Luke Kennard’s The Transition is a striking insight into our calamitous present: the impossible, crushing economic mill-wheel, the disenfranchised generation, and, perhaps most sinister of all, the disintegration of artistic integrity beneath the corporate schema. Though I can’t pretend to know the future, I imagine that The Transition is a startlingly prescient novel – at least if things keep going as they are. Politically charged topics are often mealy affairs, but the true triumph of The Transition is its electric pace. It’s been a long time since I read a book in two sittings – and it’s an awful cliché – but this really is unputdownable. It’s a combination of wit that keeps you choking down laughter, and a tender pathos elicited from prose that is as sensitive as it is dextrous. In Karl and Genevieve Temperley, Luke Kennard has created two emblems of our age: Karl is an English graduate with an expertise in Metaphysical Poetry; Genevieve is a school teacher. Karl can only make money with his skills via writing essays for rich, lazy students and through manipulative advertising blogs; Genevieve is on the verge of constant breakdown. They are flawed characters whom we immediately root for, laugh at, and ultimately, weep with. At times you hate one or the other, other times you’re not sure how to feel about either of them, but you always care, as if they were your own children. The Transition might be said to be about growing up. But it is also about the terrible peril of doing so.

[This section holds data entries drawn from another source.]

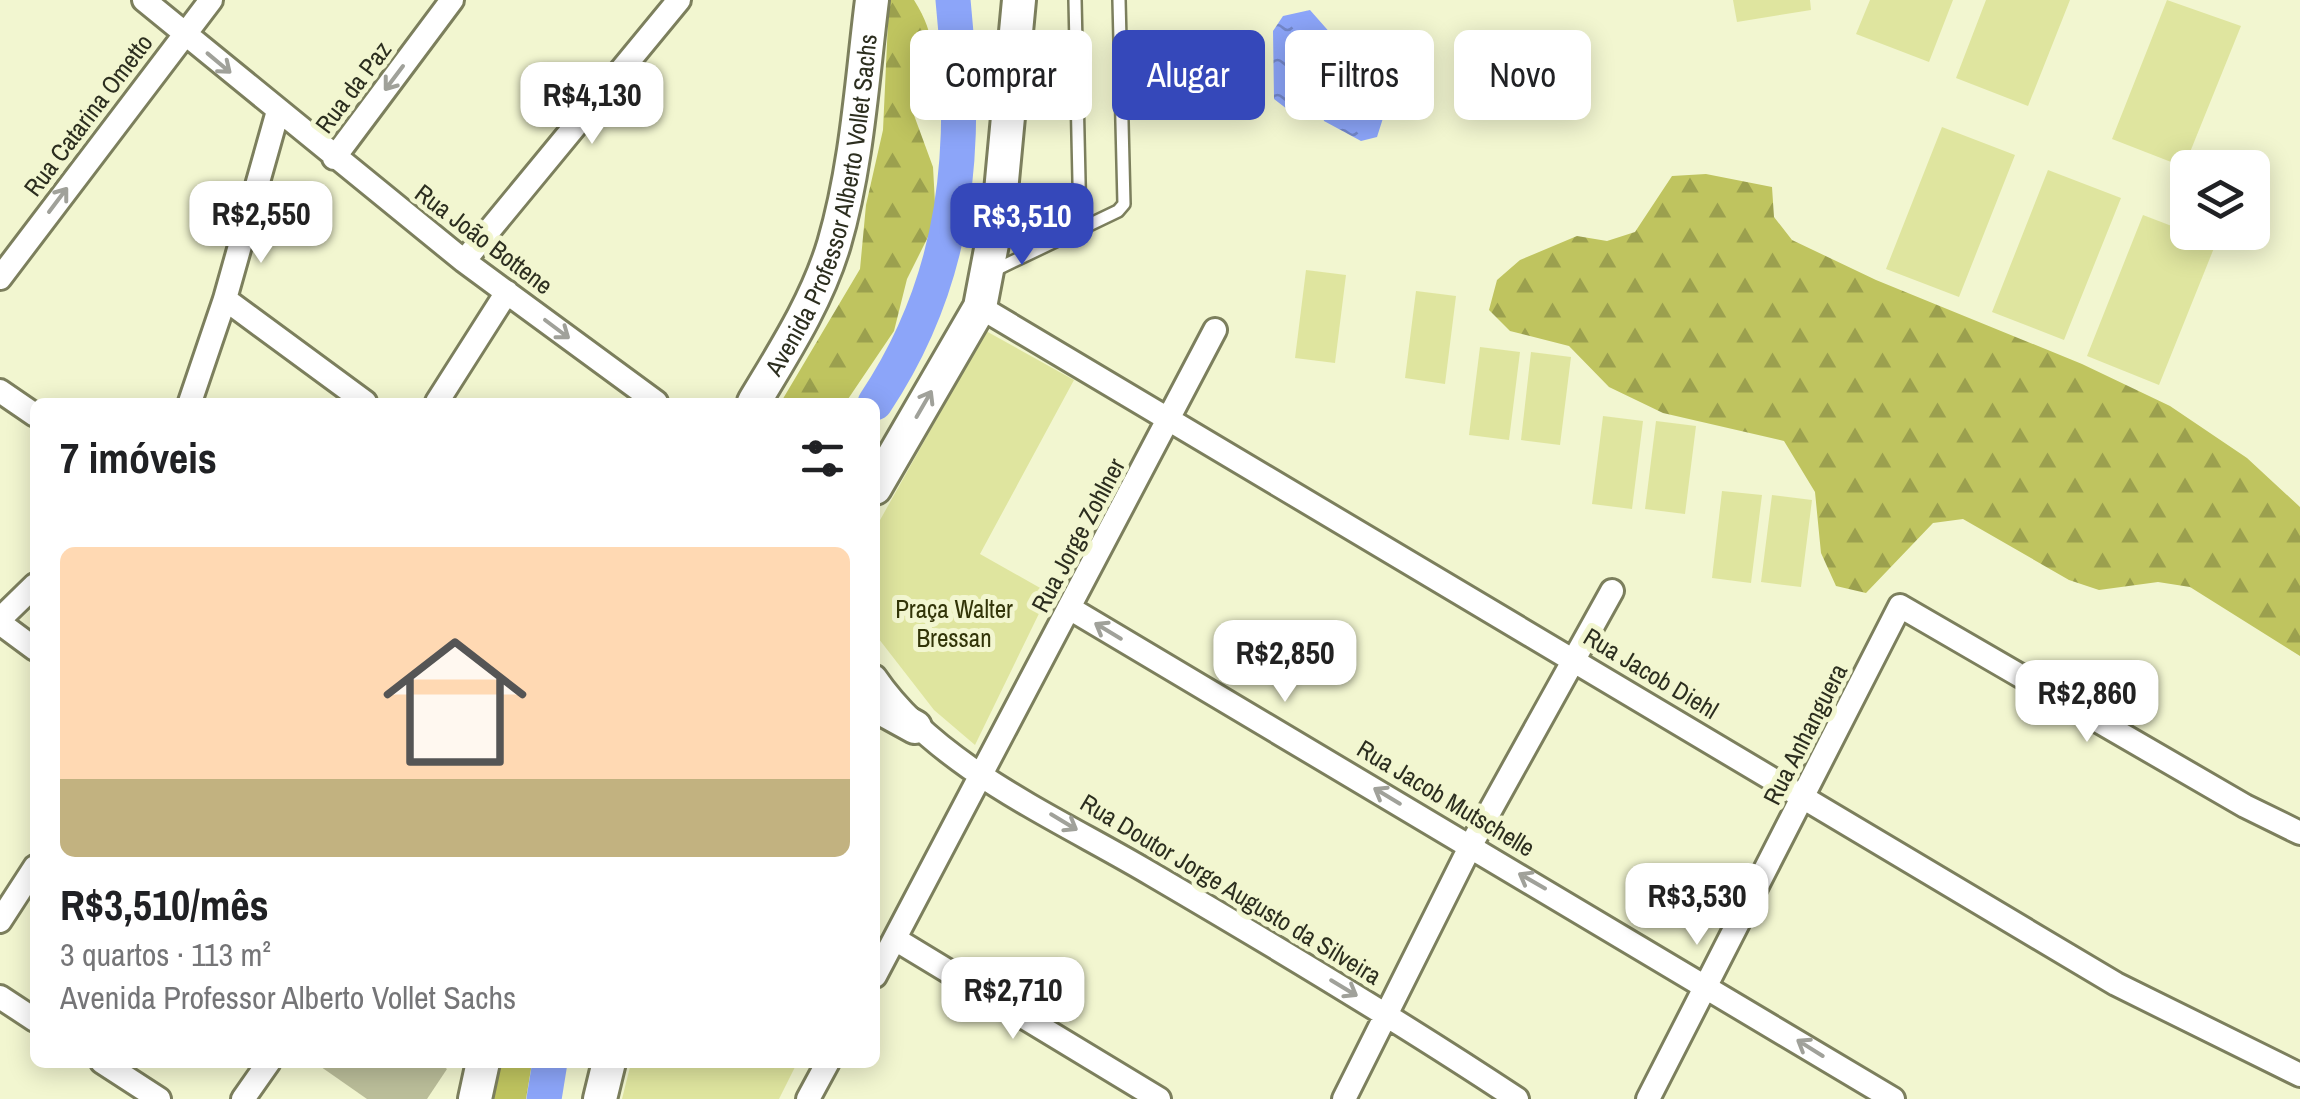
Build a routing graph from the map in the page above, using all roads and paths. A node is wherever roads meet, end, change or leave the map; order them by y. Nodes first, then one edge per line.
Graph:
1 (144, 0) edge
2 (211, 0) edge
3 (452, 0) edge
4 (679, 0) edge
5 (872, 0) edge
6 (1018, 0) edge
7 (1075, 0) edge
8 (1119, 0) edge
9 (184, 33) junction
10 (278, 112) junction
11 (334, 158) junction
12 (1080, 226) junction
13 (464, 260) junction
14 (989, 273) junction
15 (0, 277) edge
16 (508, 292) junction
17 (224, 299) junction
18 (980, 307) junction
19 (1215, 330) dead end
20 (0, 390) edge
21 (191, 398) edge
22 (360, 398) edge
23 (440, 398) edge
24 (651, 398) edge
25 (756, 398) edge
26 (30, 411) edge
27 (1169, 420) junction
28 (880, 479) edge
29 (30, 590) edge
30 (1612, 591) dead end
31 (1071, 609) junction
32 (0, 621) edge
33 (30, 645) edge
34 (1572, 658) junction
35 (880, 684) edge
36 (880, 709) edge
37 (880, 720) edge
38 (915, 728) junction
39 (980, 773) junction
40 (1804, 796) junction
41 (2300, 833) edge
42 (1472, 845) junction
43 (30, 875) edge
44 (0, 921) edge
45 (895, 939) junction
46 (880, 967) edge
47 (1707, 984) junction
48 (0, 997) edge
49 (1389, 1014) junction
50 (30, 1017) edge
51 (111, 1068) edge
52 (265, 1068) edge
53 (482, 1068) edge
54 (608, 1068) edge
55 (825, 1068) edge
56 (2300, 1075) edge
57 (158, 1099) edge
58 (243, 1099) edge
59 (476, 1099) edge
60 (600, 1099) edge
61 (808, 1099) edge
62 (1159, 1099) edge
63 (1344, 1099) edge
64 (1517, 1099) edge
65 (1648, 1099) edge
66 (1893, 1099) edge

1 - 9 street, Rua João Bottene
2 - 9 street, Rua Catarina Ometto
3 -> 11 street, Rua da Paz
4 - 13 street
5 - 25 main road, Avenida Professor Alberto Vollet Sachs
6 - 14 main road
7 - 12 lane
8 - 12 lane
9 -> 10 street, Rua João Bottene
15 -> 9 street, Rua Catarina Ometto
10 - 11 street, Rua João Bottene
10 - 17 street
11 - 13 street, Rua João Bottene
12 - 14 lane
13 - 16 street, Rua João Bottene
14 - 18 main road
16 - 23 street
16 -> 24 street, Rua João Bottene
17 - 21 street
17 - 22 street
18 - 27 street, Rua Jacob Diehl
28 -> 18 main road
19 - 27 street, Rua Jorge Zohlner
20 - 26 street
27 - 31 street, Rua Jorge Zohlner
27 - 34 street, Rua Jacob Diehl
29 - 32 street
30 - 34 street
31 - 39 street, Rua Jorge Zohlner
42 -> 31 street, Rua Jacob Mutschelle
32 - 33 street
34 - 40 street, Rua Jacob Diehl
34 - 42 street
35 - 38 street, Rua Doutor Jorge Augusto da Silveira
36 - 38 main road
37 - 38 street, Rua Doutor Jorge Augusto da Silveira
38 - 39 street, Rua Doutor Jorge Augusto da Silveira
39 - 45 street, Rua Jorge Zohlner
39 -> 49 street, Rua Doutor Jorge Augusto da Silveira
40 - 41 street, Rua Anhanguera
40 - 47 street, Rua Anhanguera
40 - 56 street, Rua Jacob Diehl
47 -> 42 street, Rua Jacob Mutschelle
42 - 49 street
43 - 44 street
45 - 46 street, Rua Jorge Zohlner
45 - 62 street
47 - 65 street, Rua Anhanguera
66 -> 47 street, Rua Jacob Mutschelle
48 - 50 street
49 - 63 street
49 - 64 street, Rua Doutor Jorge Augusto da Silveira
51 - 57 street
52 - 58 street
53 - 59 main road
54 - 60 main road
55 - 61 street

The premise is simple – deceptively so. Karl is called up on a minor tax violation, and is given the choice of either a jail sentence or six months with ‘The Transition’ program. His wife, Genevieve, is required to come with him on this venture. At first, it seems like everything is okay: it’s nothing more than a mentorship rehabilitation program, but as time goes on Karl notices more and more amiss and feels like he and Genevieve’s mentors, Stu and Janna, are driving a wedge between them. Much like in Exoskeleton, Shane Stadler’s horror masterpiece, in which the protagonist William is given a choice between prison or a short time on ‘the program’, we readers already know from the outset that this is going to be a very, very, very bad move. Rather than allowing this foreknowledge numb the blow, however, Luke uses it to amp up the tension. When will it all go pear-shaped? Exactly how is The Transition not what it appears to be? Mystery and answers are finely balanced here so we never feel frustrated by endless riddles. It’s taut, layered narrative that drives on at a ferocious pace.

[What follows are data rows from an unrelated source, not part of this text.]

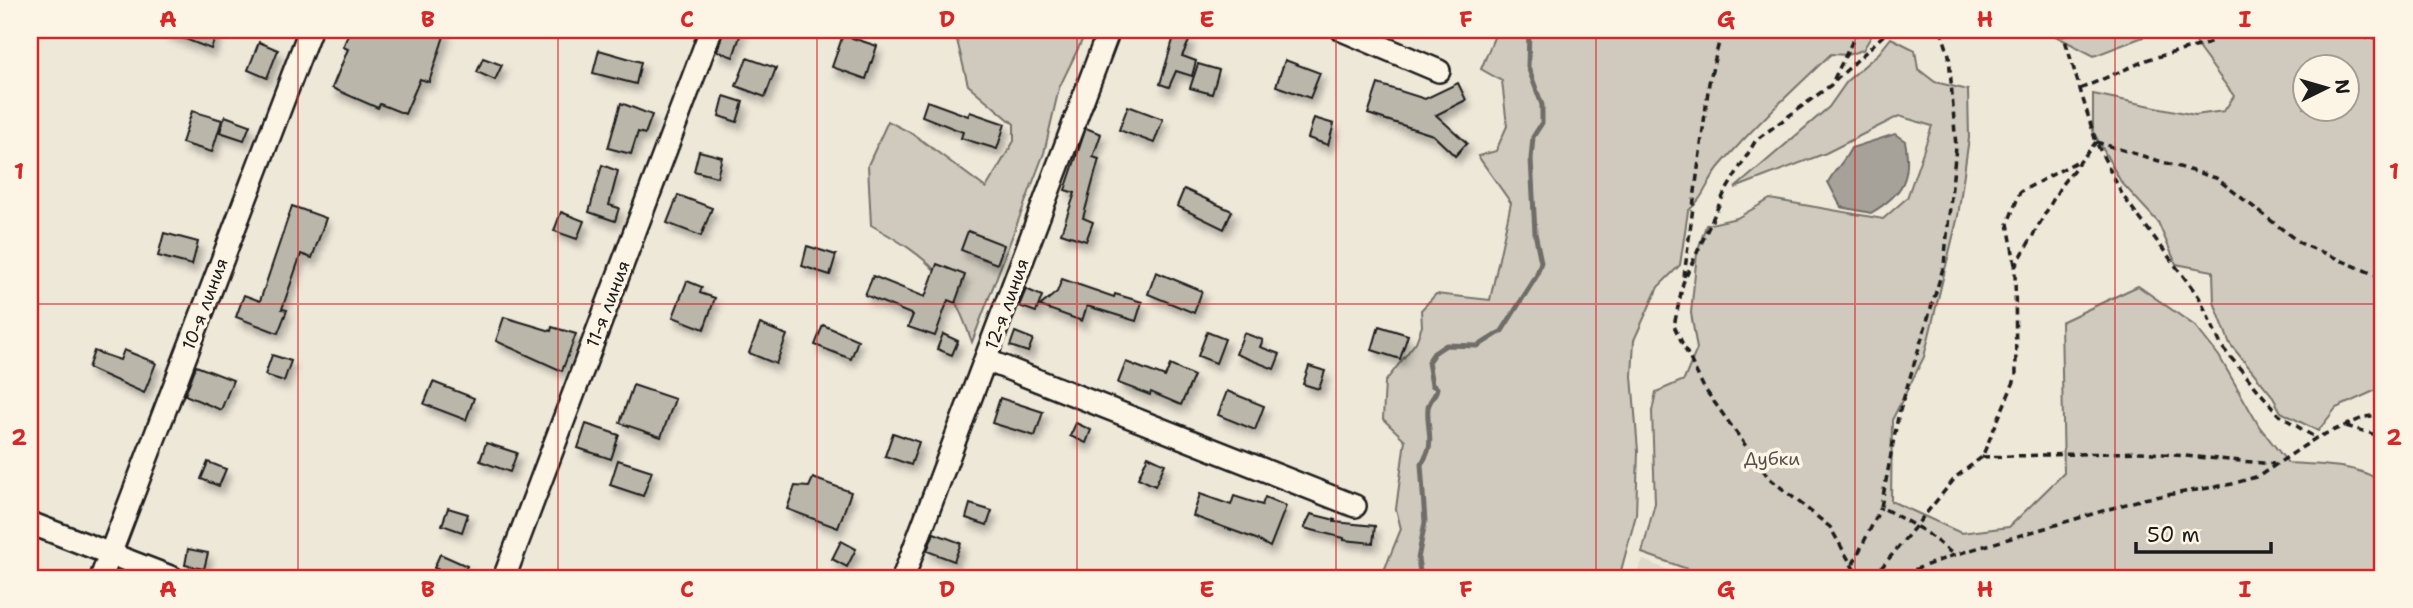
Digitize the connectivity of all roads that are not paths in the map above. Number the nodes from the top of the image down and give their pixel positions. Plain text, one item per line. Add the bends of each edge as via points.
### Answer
1 (310, 30) edge
2 (711, 30) edge
3 (1109, 30) edge
4 (1342, 30) edge
5 (1439, 71) dead end
6 (986, 359) junction
7 (1356, 506) dead end
8 (30, 523) edge
9 (110, 555) junction
10 (101, 578) edge
11 (173, 578) edge
12 (504, 578) edge
13 (904, 578) edge

1 - 9 street, 10-я линия
2 - 12 street, 11-я линия
3 - 6 street, 12-я линия
4 - 5 street
6 - 7 street
6 - 13 street, 12-я линия
8 - 9 street
9 - 10 street, 10-я линия
9 - 11 street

The sublimity of The Transition is the inherent empathy in its execution, not just with its protagonists (how could I not relate to people who might as well have been mirrors of myself and my partner?), but also with its antagonists. Through this empathetic lens, Luke Kennard probes questions of identity: If we have a psychotic episode resulting from mental illness, is that really us or is it someone else? If we do the right thing for the wrong reasons, does that still make us a good person? The acute observations never let up. What’s more, we’re not hit over the head, they arise through incidental dialogue, through excerpts from books or articles Karl is reading, through subtext – oh, The Transition is bursting with subtext. I imagine Luke Kennard wrote the entire novel with comment boxes on each line: ‘This is what this character is really saying here’. What works about this is it renders the dialogue, all the interactions in fact, vivid, realistic and truthful. When there is emotion, it is never melodrama. When there is confrontation, it never escalates beyond credulity. In a world full of writers writing stories in bubbles untethered from the realm of human interaction, The Transition is a welcome anchoring in the real. But boy, is it terrifying too. Luke captures the frustration of being unable to voice coherent argument, of being psychologically manipulated by articulate, crafty opponents, of being oppressed by a system in ways so subtle they cannot be credibly argued against.
There’s also an easy modernity here. One gets the sense that Luke Kennard doesn’t need to spend hours researching the latest fads, he knows because he exists at the cutting edge, is living in our world and taking in his surroundings with a keen eye. There are references to everything from meme-culture to clickbait articles to the latest coffee-shop fads, but none of it feels shoe-horned in. When so many writers resort to writing technology out of their narratives (or re-writing what technology looks like altogether), it’s riveting to read something that represents our modern world in a balanced way, both its demons and beauties. The Transition is a book that many people of my generation (I’m sure of all generations) are going to find scary, because it is showing us a window into our own lives, which is something all writers should do, but almost none are ever thanked for. The outlook is bleak; but at least we have each other, right?
Paranoia, neuroses and mania seethe from the prose, every page a squirming twist of the mind, to the extent one cannot help but feel Luke Kennard has suffered a little from all of these in time. But these traits are a weapon, forging an incredible narrative voice that is as urgent as it is funny, and that taps into the universal vulnerabilities of the human mind. Karl is suspicious of everything, sometimes rightly so, and other times, we suspect, incorrectly. His non-existent self-esteem leads him to dizzying feats of self-annihilation – but in a bizarre way this becomes a quietly courageous statement about the evil of how our modern world asks us to conform, of the vanity of assuming we know what’s best for others. I’m not even sure Karl could be called an anti-hero, but he is, in the most tangential, non-literal way, heroic.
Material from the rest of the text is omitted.